Report: Hong Kong Slides to Seventh Place in Container Volumes
Drewry has confirmed that Hong Kong slid to seventh place for TEU volume in 2018, marking the first time that the bustling seaport has fallen out of the top five.
Bloomberg reached a similar conclusion in January, but the latest numbers solidify the impression of the port's declining market share. Hong Kong now ranks behind Shanghai, Singapore, Ningbo, Shenzhen, Guangzhou and Busan in the top-ten busiest port list. Shenzhen and Guangzhou are both direct competitors, located just to the west in one of China's most concentrated manufacturing regions. Qingdao and Tianjin are just behind Hong Kong in the rankings.
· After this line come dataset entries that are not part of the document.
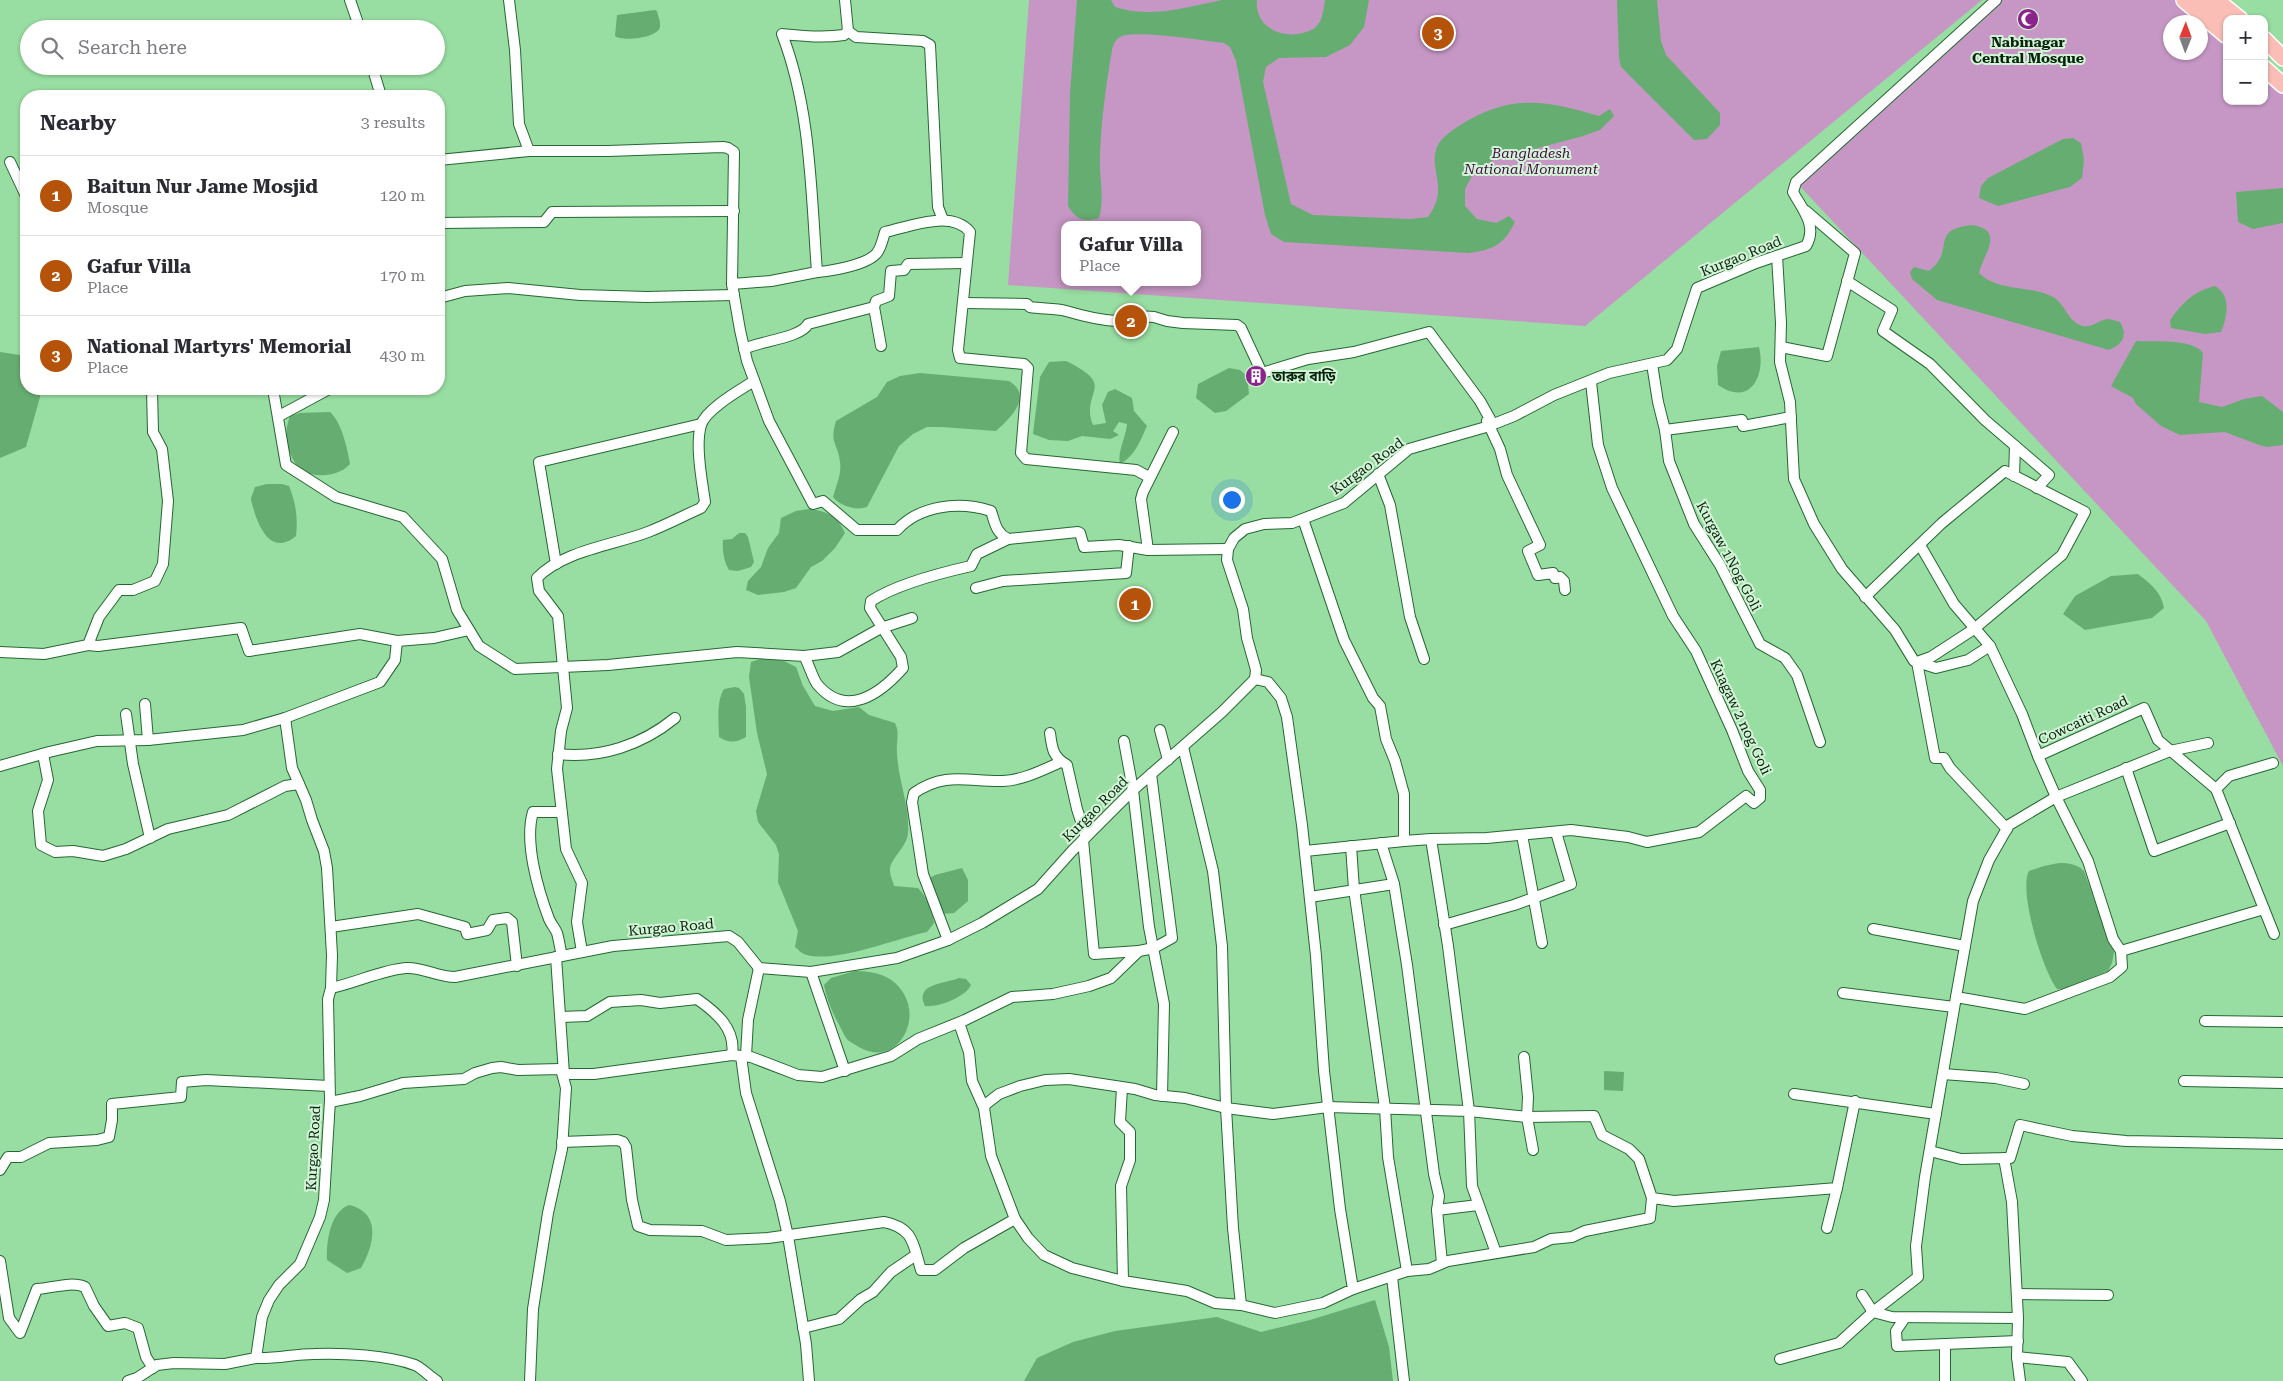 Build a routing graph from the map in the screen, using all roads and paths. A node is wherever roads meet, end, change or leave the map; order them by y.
1 (350, 0) edge
2 (509, 0) edge
3 (845, 0) edge
4 (1996, 0) edge
5 (2184, 0) edge
6 (2202, 0) edge
7 (2217, 0) edge
8 (2228, 0) edge
9 (2235, 15) edge
10 (2245, 15) edge
11 (2223, 18) edge
12 (357, 20) edge
13 (848, 31) junction
14 (2223, 33) edge
15 (2268, 36) edge
16 (2268, 43) edge
17 (2283, 50) edge
18 (2268, 57) edge
19 (2283, 58) edge
20 (2283, 70) edge
21 (2268, 72) edge
22 (375, 75) edge
23 (2283, 85) edge
24 (380, 90) edge
25 (529, 151) junction
26 (445, 159) edge
27 (10, 162) dead end
28 (20, 183) edge
29 (1805, 210) junction
30 (734, 211) junction
31 (943, 220) junction
32 (445, 223) edge
33 (1777, 256) junction
34 (966, 263) junction
35 (817, 272) junction
36 (1847, 281) junction
37 (733, 289) junction
38 (445, 296) edge
39 (963, 303) junction
40 (874, 307) junction
41 (881, 346) dead end
42 (1781, 347) junction
43 (744, 349) junction
44 (1652, 364) junction
45 (754, 381) junction
46 (1591, 382) junction
47 (152, 395) edge
48 (274, 395) edge
49 (318, 395) edge
50 (279, 416) junction
51 (1791, 416) junction
52 (701, 424) junction
53 (1490, 426) junction
54 (1666, 430) junction
55 (1172, 432) dead end
56 (2015, 446) junction
57 (1378, 474) junction
58 (1149, 476) junction
59 (2014, 476) junction
60 (2037, 488) junction
61 (1303, 519) junction
62 (1008, 539) junction
63 (1129, 546) junction
64 (1920, 546) junction
65 (1228, 549) junction
66 (1148, 550) junction
67 (556, 564) junction
68 (976, 588) dead end
69 (1566, 590) dead end
70 (1865, 597) junction
71 (912, 618) dead end
72 (881, 628) junction
73 (1974, 629) junction
74 (469, 630) junction
75 (397, 641) junction
76 (88, 645) junction
77 (1990, 646) junction
78 (0, 652) edge
79 (804, 656) junction
80 (1424, 659) dead end
81 (1917, 662) junction
82 (562, 667) junction
83 (1255, 679) junction
84 (145, 704) dead end
85 (126, 714) dead end
86 (285, 718) junction
87 (675, 718) dead end
88 (1160, 730) dead end
89 (1050, 734) dead end
90 (148, 740) junction
91 (131, 741) junction
92 (1124, 741) dead end
93 (1820, 742) dead end
94 (2208, 743) dead end
95 (1183, 747) junction
96 (2170, 751) junction
97 (43, 754) junction
98 (558, 754) junction
99 (2038, 756) junction
100 (1168, 760) junction
101 (1061, 762) junction
102 (2273, 763) dead end
103 (0, 766) edge
104 (2126, 768) junction
105 (1151, 774) junction
106 (299, 784) junction
107 (2216, 789) junction
108 (1133, 790) junction
109 (2056, 797) junction
110 (561, 812) junction
111 (2230, 822) junction
112 (2007, 829) junction
113 (1556, 832) junction
114 (1522, 835) junction
115 (150, 838) junction
116 (1084, 838) junction
117 (1431, 839) junction
118 (1404, 841) junction
119 (1381, 843) junction
120 (1351, 846) junction
121 (1305, 851) junction
122 (1394, 884) junction
123 (1354, 889) junction
124 (1310, 897) junction
125 (1534, 898) junction
126 (2264, 909) junction
127 (1444, 926) junction
128 (331, 927) junction
129 (1873, 929) dead end
130 (2274, 934) dead end
131 (948, 940) junction
132 (1542, 943) dead end
133 (1965, 946) junction
134 (1154, 948) junction
135 (1140, 951) junction
136 (2121, 951) junction
137 (582, 952) junction
138 (559, 956) junction
139 (517, 966) junction
140 (759, 968) junction
141 (810, 972) junction
142 (331, 988) junction
143 (1843, 993) dead end
144 (1955, 1002) junction
145 (561, 1017) junction
146 (2205, 1021) dead end
147 (2283, 1022) edge
148 (960, 1023) junction
149 (740, 1056) junction
150 (1524, 1057) dead end
151 (845, 1071) junction
152 (564, 1074) junction
153 (1943, 1074) junction
154 (2184, 1081) dead end
155 (2283, 1083) edge
156 (2024, 1084) dead end
157 (329, 1086) junction
158 (1122, 1088) junction
159 (1794, 1094) dead end
160 (1162, 1096) junction
161 (1855, 1101) junction
162 (330, 1102) junction
163 (1328, 1107) junction
164 (984, 1108) junction
165 (1226, 1108) junction
166 (1385, 1108) junction
167 (1425, 1109) junction
168 (1469, 1111) junction
169 (1936, 1114) junction
170 (1527, 1118) junction
171 (562, 1142) junction
172 (2283, 1144) edge
173 (1533, 1150) dead end
174 (1930, 1151) junction
175 (2004, 1158) junction
176 (0, 1170) edge
177 (1837, 1188) junction
178 (1652, 1198) junction
179 (1478, 1205) junction
180 (1437, 1210) junction
181 (1016, 1219) junction
182 (1827, 1228) dead end
183 (788, 1236) junction
184 (1496, 1253) junction
185 (916, 1255) junction
186 (0, 1261) edge
187 (1442, 1264) junction
188 (1407, 1272) junction
189 (1392, 1277) junction
190 (1123, 1281) junction
191 (1353, 1290) junction
192 (2017, 1294) junction
193 (1862, 1295) dead end
194 (2108, 1295) dead end
195 (1241, 1305) junction
196 (1873, 1312) junction
197 (2018, 1318) junction
198 (1904, 1319) junction
199 (803, 1328) junction
200 (2018, 1341) junction
201 (1945, 1344) junction
202 (2017, 1357) junction
203 (256, 1358) junction
204 (1780, 1359) dead end
205 (153, 1368) junction
206 (128, 1381) edge
207 (436, 1381) edge
208 (530, 1381) edge
209 (810, 1381) edge
210 (1404, 1381) edge
211 (1945, 1381) edge
212 (2020, 1381) edge
213 (2082, 1381) edge

1 - 12 street
2 - 25 street
3 - 13 street
4 - 29 street, Kurgao Road
5 - 14 highway
6 - 11 highway
7 - 9 highway
8 - 10 highway
13 - 31 street
13 - 35 street
15 - 17 highway
16 - 19 highway
18 - 20 highway
21 - 23 highway
22 - 24 street
25 - 26 street
25 - 30 street
27 - 28 street
29 - 33 street, Kurgao Road
29 - 36 street
30 - 32 street
30 - 37 street
31 - 34 street
31 - 35 street
33 - 42 street
33 - 44 street, Kurgao Road
34 - 39 street
34 - 40 street
35 - 37 street
36 - 42 street
36 - 56 street
37 - 38 street
37 - 43 street
39 - 53 street
39 - 58 street
40 - 41 street
40 - 43 street
42 - 51 street
43 - 45 street
44 - 46 street, Kurgao Road
44 - 54 street, Kurgaw 1Nog Goli
45 - 52 street
45 - 62 street
46 - 53 street, Kurgao Road
46 - 113 street, Kuagaw 2 nog Goli
47 - 76 street
48 - 50 street
49 - 50 street
50 - 74 street
51 - 54 street
51 - 70 street
52 - 67 street
52 - 67 street
53 - 57 street, Kurgao Road
53 - 69 street
54 - 93 street, Kurgaw 1Nog Goli
55 - 58 street
56 - 59 street
56 - 60 street
57 - 61 street, Kurgao Road
57 - 80 street
58 - 66 street
59 - 60 street
59 - 64 street
60 - 73 street
61 - 65 street, Kurgao Road
61 - 118 street
62 - 63 street
62 - 72 street
63 - 66 street
63 - 68 street
64 - 70 street
64 - 73 street, Cowcaiti Road
65 - 66 street
65 - 83 street
67 - 82 street
70 - 81 street
71 - 72 street
72 - 79 street
72 - 79 street
73 - 77 street, Cowcaiti Road
73 - 81 street
74 - 75 street
74 - 82 street
75 - 76 street
75 - 86 street
76 - 78 street
77 - 81 street
77 - 99 street, Cowcaiti Road
79 - 82 street
81 - 112 street
82 - 98 street
83 - 95 street, Kurgao Road
83 - 121 street
84 - 90 street
85 - 91 street
86 - 90 street
86 - 106 street
87 - 98 street
88 - 100 street
89 - 101 street
90 - 91 street
91 - 97 street
91 - 115 street
92 - 108 street
94 - 96 street
95 - 100 street, Kurgao Road
95 - 165 street
96 - 99 street, Cowcaiti Road
96 - 104 street
96 - 107 street, Cowcaiti Road
97 - 103 street
97 - 115 street
98 - 110 street
99 - 109 street
100 - 105 street, Kurgao Road
101 - 116 street
101 - 131 street
102 - 107 street
104 - 109 street
104 - 111 street
105 - 108 street, Kurgao Road
105 - 134 street
106 - 115 street
106 - 128 street
107 - 111 street
108 - 116 street, Kurgao Road
108 - 134 street
109 - 112 street
109 - 136 street
110 - 137 street
110 - 138 street
111 - 126 street
112 - 133 street
113 - 114 street, Kuagaw 2 nog Goli
113 - 125 street
114 - 117 street, Kuagaw 2 nog Goli
114 - 125 street
116 - 131 street, Kurgao Road
116 - 135 street
117 - 118 street, Kuagaw 2 nog Goli
117 - 127 street
118 - 119 street, Kuagaw 2 nog Goli
119 - 120 street, Kuagaw 2 nog Goli
119 - 122 street
120 - 121 street, Kuagaw 2 nog Goli
120 - 123 street
121 - 124 street
122 - 123 street
122 - 167 street
123 - 124 street
123 - 166 street
124 - 163 street
125 - 127 street
125 - 132 street
126 - 130 street
126 - 136 street
127 - 168 street
128 - 139 street
128 - 142 street
129 - 133 street
131 - 141 street, Kurgao Road
133 - 144 street
134 - 135 street
134 - 160 street
135 - 148 street
136 - 144 street
137 - 138 street, Kurgao Road
137 - 140 street, Kurgao Road
138 - 139 street, Kurgao Road
138 - 145 street
139 - 142 street, Kurgao Road
140 - 141 street, Kurgao Road
140 - 149 street
141 - 151 street
142 - 157 street, Kurgao Road
143 - 144 street
144 - 153 street
145 - 149 street
145 - 152 street
146 - 147 street
148 - 151 street
148 - 164 street
149 - 151 street
149 - 152 street
149 - 183 street
150 - 170 street
152 - 162 street
152 - 171 street
153 - 156 street
153 - 169 street
154 - 155 street
157 - 162 street, Kurgao Road
157 - 176 street
158 - 160 street
158 - 164 street
158 - 190 street
159 - 161 street
160 - 165 street
161 - 169 street
161 - 177 street
162 - 203 street, Kurgao Road
163 - 165 street
163 - 166 street
163 - 191 street
164 - 181 street
165 - 195 street
166 - 167 street
166 - 188 street
167 - 168 street
167 - 180 street
168 - 170 street
168 - 179 street
169 - 174 street
170 - 173 street
170 - 178 street
171 - 183 street
171 - 208 street
172 - 175 street
174 - 175 street
174 - 196 street
175 - 192 street
177 - 178 street
177 - 182 street
178 - 184 street
179 - 180 street
179 - 184 street
180 - 187 street
181 - 185 street
181 - 190 street
183 - 185 street
183 - 199 street
184 - 187 street
185 - 199 street
186 - 205 street
187 - 188 street
188 - 189 street
189 - 191 street
189 - 210 street
190 - 195 street
191 - 195 street
192 - 194 street
192 - 197 street
193 - 196 street
196 - 198 street
196 - 204 street
197 - 198 street
197 - 200 street
198 - 201 street
199 - 209 street
200 - 201 street
200 - 202 street
201 - 211 street
202 - 212 street
202 - 213 street
203 - 205 street
203 - 207 street
205 - 206 street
Hong Kong was displaced from the top spot by Singapore's rise in the early 2000s, then fell to third after Shanghai took first in 2010. The increasing dominance of mainland Chinese ports for direct shipments from China's factories has gradually reduced the importance of Hong Kong's transshipment business within east Asia, and the competitiveness of nearby ports in the Pearl River Delta has directly siphoned off business. In addition, in 2018, the trade war with the U.S. took a toll on the transpacific trade, undercutting Hong Kong's long-distance volumes.
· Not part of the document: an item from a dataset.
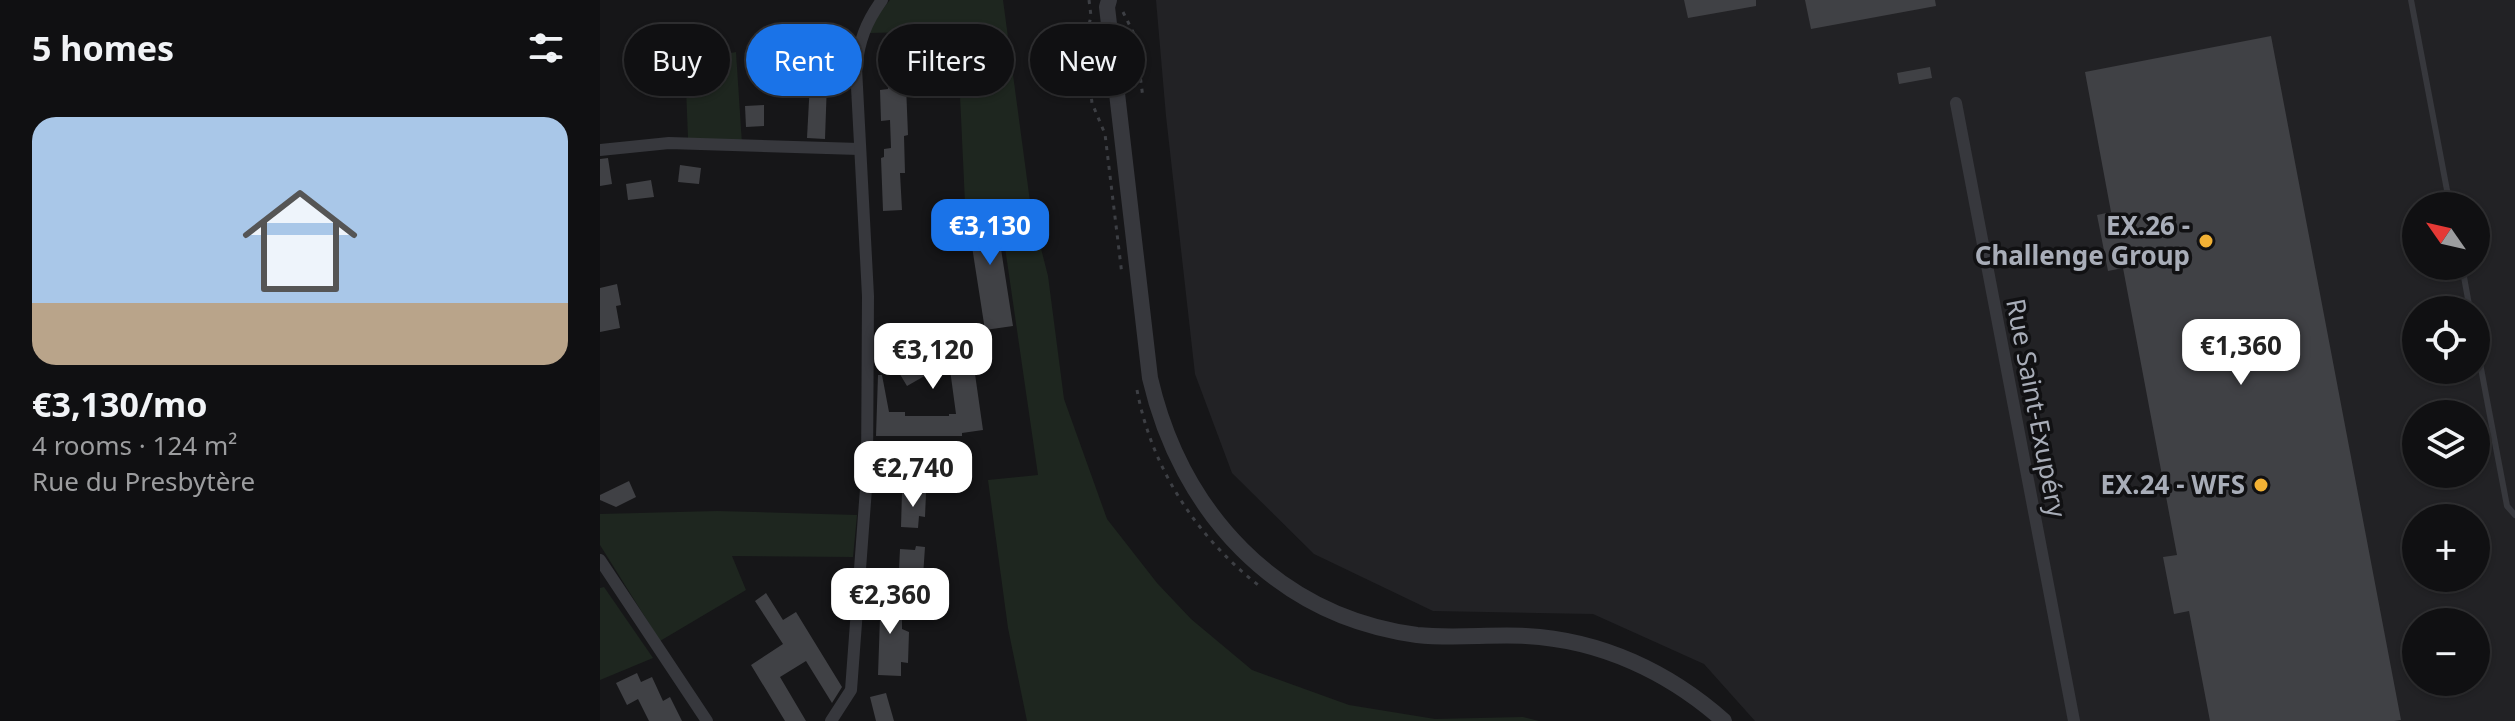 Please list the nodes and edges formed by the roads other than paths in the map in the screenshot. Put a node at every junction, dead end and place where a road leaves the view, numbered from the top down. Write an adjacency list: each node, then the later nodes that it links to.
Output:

In response to the market pressure, Hong Kong's private terminal operators have formed a consortium to coordinate the management of their facilities. However, the organization has come under scrutiny by anti-monopoly regulators, as it would control more than 90 percent of the port's container handling business.
Terminal operators in Hong Kong are also more constrained than their regional counterparts in their ability to expand capacity, as the city is densely populated and commercial developers compete for the same waterfront land. By comparision, Singapore is building a new 65 million TEU terminal at Tuas, which will open in phases over the coming decades.